Enhanced asphalt dynamic modulus prediction: A detailed analysis of artificial hummingbird algorithm-optimised boosted trees

Abstract

This study introduces and evaluates a novel artificial hummingbird algorithm-optimised boosted tree (AHA-boosted) model for predicting the dynamic modulus (E∗) of hot mix asphalt concrete. Using a substantial dataset from NCHRP Report-547, the model was trained and rigorously tested. Performance metrics, specifically RMSE, MAE, and R², were employed to assess the model's predictive accuracy, robustness, and generalisability. When benchmarked against well-established models like support vector machines (SVM) and gaussian process regression (GPR), the AHA-boosted model demonstrated enhanced performance. It achieved R² values of 0.997 in training and 0.974 in testing, using the traditional Witczak NCHRP 1-40D model inputs.
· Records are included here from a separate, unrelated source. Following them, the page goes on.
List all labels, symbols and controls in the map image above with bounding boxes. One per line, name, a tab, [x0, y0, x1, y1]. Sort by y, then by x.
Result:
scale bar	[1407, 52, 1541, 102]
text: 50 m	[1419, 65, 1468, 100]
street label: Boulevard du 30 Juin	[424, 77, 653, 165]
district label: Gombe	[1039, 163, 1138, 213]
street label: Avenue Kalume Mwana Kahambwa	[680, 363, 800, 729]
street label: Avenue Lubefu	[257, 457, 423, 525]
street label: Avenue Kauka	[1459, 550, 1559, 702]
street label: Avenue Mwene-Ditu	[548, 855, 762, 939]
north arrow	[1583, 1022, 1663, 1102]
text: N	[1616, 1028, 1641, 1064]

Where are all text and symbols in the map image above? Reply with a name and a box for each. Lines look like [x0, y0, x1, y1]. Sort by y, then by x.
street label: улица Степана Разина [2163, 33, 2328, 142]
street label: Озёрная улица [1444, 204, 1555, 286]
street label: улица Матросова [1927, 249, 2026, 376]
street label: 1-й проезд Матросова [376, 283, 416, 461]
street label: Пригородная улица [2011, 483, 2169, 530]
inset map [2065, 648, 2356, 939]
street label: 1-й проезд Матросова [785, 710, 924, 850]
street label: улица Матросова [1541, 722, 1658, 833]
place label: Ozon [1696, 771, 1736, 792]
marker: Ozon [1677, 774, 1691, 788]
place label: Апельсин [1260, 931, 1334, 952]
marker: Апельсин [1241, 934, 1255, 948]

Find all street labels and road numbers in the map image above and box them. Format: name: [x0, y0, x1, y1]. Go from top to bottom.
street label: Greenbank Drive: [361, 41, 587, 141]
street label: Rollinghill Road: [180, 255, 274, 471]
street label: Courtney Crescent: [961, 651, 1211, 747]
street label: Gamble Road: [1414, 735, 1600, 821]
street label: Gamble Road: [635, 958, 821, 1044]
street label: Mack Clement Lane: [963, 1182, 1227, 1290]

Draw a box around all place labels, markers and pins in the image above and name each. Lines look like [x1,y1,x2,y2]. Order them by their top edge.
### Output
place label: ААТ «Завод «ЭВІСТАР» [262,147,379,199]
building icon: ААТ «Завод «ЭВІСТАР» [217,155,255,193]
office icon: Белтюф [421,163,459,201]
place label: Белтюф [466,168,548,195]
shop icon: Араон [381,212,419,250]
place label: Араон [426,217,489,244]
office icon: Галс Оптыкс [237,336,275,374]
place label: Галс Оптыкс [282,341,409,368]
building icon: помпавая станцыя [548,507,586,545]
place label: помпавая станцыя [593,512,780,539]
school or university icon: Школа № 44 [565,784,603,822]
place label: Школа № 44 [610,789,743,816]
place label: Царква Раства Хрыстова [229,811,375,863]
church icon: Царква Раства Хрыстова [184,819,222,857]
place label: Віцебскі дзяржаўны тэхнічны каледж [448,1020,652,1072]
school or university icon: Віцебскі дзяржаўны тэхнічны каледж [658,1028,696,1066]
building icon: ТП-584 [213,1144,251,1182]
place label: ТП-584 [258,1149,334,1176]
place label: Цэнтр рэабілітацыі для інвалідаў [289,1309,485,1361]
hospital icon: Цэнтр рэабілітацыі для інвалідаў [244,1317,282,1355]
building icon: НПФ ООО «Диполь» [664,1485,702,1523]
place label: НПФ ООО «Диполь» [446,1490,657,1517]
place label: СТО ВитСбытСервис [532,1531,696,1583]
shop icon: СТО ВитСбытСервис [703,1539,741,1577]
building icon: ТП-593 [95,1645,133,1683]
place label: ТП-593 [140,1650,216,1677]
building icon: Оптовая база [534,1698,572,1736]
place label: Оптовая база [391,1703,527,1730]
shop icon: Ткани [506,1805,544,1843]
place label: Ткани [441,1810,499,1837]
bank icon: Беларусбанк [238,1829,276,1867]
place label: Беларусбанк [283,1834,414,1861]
Incorporating features such as test temperature, frequency, and asphalt content led to a 1.23% increase in the test R², signifying an improvement in the model's accuracy. The study also explored feature importance and sensitivity through SHAP and permutation importance plots, highlighting binder complex modulus |G∗| as a key predictor. Although the AHA-boosted model shows promise, a slight decrease in R² from training to testing indicates a need for further validation. Overall, this study confirms the AHA-boosted model as a highly accurate and robust tool for predicting the dynamic modulus of hot mix asphalt concrete, making it a valuable asset for pavement engineering.